— Data extract —
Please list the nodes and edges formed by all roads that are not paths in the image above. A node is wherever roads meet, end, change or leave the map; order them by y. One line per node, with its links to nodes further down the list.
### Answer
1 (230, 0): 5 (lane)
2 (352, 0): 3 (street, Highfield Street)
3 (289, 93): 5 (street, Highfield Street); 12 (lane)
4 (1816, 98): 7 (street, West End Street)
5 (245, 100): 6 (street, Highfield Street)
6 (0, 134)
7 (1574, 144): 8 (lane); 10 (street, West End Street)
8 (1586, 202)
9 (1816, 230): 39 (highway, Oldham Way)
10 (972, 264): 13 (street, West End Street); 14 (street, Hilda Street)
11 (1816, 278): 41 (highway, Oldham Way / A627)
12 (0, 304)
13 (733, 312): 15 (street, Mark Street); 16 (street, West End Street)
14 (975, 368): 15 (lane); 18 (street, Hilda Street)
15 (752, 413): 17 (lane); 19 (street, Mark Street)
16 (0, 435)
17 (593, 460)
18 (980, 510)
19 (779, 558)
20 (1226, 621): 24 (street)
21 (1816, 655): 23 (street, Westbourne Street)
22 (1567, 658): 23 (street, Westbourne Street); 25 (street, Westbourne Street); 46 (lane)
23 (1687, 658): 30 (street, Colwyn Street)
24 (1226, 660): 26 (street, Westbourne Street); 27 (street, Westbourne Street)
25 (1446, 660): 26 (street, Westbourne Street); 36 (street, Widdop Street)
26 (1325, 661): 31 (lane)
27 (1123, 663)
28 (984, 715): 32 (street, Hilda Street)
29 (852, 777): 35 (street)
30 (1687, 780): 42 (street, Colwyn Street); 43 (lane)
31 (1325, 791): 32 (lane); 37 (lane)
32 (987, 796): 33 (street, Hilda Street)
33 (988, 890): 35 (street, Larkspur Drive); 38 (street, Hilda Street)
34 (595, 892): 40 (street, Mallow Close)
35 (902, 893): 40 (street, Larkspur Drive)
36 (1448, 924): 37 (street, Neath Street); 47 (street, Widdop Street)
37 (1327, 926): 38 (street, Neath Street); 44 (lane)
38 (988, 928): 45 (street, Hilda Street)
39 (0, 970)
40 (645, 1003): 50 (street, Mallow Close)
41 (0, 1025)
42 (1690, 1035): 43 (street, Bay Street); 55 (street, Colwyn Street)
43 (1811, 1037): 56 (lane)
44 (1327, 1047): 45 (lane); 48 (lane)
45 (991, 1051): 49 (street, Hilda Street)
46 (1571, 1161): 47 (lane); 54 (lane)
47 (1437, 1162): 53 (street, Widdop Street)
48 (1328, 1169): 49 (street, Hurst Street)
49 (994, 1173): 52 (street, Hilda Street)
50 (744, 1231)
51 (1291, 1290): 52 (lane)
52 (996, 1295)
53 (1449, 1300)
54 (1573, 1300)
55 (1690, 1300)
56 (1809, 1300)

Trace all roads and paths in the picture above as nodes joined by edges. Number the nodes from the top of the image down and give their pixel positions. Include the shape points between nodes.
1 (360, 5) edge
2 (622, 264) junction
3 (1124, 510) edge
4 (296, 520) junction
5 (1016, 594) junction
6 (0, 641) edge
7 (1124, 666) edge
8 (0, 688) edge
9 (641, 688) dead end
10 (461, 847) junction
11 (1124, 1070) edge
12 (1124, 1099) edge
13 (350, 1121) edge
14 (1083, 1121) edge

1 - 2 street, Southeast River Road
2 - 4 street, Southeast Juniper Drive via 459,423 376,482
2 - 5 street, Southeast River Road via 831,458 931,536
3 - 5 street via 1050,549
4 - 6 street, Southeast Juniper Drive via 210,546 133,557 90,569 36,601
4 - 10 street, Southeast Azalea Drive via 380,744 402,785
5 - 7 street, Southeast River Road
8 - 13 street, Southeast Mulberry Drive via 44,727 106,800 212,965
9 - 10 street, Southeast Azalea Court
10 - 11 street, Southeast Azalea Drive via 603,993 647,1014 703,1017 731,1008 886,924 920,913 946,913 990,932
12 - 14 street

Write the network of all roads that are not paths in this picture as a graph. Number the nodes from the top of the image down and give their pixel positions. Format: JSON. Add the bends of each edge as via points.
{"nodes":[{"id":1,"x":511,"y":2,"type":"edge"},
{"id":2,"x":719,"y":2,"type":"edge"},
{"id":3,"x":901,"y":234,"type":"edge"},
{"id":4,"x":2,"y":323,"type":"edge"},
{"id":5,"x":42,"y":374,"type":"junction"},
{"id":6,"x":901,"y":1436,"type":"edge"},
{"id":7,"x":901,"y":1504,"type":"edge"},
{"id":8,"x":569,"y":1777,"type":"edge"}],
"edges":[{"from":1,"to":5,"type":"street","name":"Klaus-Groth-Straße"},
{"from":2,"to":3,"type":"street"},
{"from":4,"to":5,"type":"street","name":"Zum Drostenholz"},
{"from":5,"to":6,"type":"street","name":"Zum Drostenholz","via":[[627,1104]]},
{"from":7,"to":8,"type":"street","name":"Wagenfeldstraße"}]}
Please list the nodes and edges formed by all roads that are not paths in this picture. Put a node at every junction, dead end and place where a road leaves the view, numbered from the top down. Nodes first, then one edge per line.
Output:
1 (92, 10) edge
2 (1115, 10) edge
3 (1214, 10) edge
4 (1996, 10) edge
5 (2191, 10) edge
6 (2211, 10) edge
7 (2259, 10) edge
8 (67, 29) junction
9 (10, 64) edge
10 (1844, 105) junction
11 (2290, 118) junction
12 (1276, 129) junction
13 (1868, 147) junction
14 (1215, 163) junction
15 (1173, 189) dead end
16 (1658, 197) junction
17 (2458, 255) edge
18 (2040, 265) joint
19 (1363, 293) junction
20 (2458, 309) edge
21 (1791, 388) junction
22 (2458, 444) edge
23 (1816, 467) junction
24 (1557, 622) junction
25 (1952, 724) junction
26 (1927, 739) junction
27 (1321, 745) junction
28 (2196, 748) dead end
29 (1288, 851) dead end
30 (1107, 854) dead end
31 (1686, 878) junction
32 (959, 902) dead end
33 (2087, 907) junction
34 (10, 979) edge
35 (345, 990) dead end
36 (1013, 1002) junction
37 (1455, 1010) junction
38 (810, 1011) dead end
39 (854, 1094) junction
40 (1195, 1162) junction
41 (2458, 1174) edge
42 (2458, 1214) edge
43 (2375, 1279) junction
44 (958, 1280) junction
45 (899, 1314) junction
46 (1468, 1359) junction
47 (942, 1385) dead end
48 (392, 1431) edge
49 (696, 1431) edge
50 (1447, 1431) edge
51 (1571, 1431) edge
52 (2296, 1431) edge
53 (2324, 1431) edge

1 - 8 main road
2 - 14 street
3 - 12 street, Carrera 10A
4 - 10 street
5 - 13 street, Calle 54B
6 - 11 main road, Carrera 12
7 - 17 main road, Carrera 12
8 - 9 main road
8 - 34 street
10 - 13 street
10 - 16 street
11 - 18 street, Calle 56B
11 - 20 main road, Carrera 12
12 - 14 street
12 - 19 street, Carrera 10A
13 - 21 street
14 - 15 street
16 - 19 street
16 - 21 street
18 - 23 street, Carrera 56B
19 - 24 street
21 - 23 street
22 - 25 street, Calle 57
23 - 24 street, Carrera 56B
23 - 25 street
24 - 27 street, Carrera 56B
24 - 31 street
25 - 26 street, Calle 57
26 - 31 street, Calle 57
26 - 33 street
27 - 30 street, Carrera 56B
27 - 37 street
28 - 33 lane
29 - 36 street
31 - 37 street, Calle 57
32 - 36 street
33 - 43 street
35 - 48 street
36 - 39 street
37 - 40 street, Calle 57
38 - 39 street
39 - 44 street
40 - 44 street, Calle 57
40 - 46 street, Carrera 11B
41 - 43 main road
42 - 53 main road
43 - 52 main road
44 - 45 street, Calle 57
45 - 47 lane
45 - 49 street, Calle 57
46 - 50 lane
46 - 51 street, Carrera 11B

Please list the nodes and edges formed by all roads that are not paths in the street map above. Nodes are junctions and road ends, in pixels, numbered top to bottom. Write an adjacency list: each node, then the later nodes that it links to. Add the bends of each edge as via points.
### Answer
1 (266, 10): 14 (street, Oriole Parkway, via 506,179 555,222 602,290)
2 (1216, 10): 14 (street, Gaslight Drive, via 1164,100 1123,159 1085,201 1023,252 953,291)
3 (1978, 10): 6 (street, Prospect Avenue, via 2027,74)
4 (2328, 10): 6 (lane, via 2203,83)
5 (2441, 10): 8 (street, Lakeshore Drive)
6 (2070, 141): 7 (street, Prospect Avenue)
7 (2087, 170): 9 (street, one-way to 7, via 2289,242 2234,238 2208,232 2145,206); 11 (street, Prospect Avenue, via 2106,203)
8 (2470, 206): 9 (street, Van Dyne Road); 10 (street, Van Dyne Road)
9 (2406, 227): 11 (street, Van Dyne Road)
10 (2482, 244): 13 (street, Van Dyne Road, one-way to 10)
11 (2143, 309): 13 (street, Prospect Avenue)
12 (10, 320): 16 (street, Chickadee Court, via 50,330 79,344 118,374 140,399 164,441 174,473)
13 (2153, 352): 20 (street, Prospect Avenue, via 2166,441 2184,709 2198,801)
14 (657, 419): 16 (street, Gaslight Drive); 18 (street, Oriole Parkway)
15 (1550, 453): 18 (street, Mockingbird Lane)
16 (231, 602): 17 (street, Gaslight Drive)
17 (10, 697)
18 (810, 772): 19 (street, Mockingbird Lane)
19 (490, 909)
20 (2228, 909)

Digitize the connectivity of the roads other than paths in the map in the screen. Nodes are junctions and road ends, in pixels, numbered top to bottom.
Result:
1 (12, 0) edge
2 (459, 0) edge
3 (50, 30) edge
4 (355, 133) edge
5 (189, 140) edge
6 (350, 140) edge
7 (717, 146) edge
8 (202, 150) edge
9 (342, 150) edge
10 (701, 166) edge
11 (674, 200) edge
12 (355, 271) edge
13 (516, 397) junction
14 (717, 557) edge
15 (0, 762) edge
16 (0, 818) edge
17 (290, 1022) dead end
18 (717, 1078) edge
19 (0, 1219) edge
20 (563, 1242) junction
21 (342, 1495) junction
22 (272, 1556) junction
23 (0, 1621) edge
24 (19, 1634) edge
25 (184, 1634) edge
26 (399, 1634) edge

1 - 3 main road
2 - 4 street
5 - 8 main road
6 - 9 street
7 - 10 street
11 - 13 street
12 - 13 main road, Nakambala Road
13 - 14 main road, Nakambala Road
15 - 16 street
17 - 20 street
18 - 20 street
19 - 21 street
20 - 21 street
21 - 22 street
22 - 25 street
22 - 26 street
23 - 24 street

— Your assignment —
Return every line holding the word "Avenue" from the records.

— Output of the task —
3 (1978, 10): 6 (street, Prospect Avenue, via 2027,74)
6 (2070, 141): 7 (street, Prospect Avenue)
7 (2087, 170): 9 (street, one-way to 7, via 2289,242 2234,238 2208,232 2145,206); 11 (street, Prospect Avenue, via 2106,203)
11 (2143, 309): 13 (street, Prospect Avenue)
13 (2153, 352): 20 (street, Prospect Avenue, via 2166,441 2184,709 2198,801)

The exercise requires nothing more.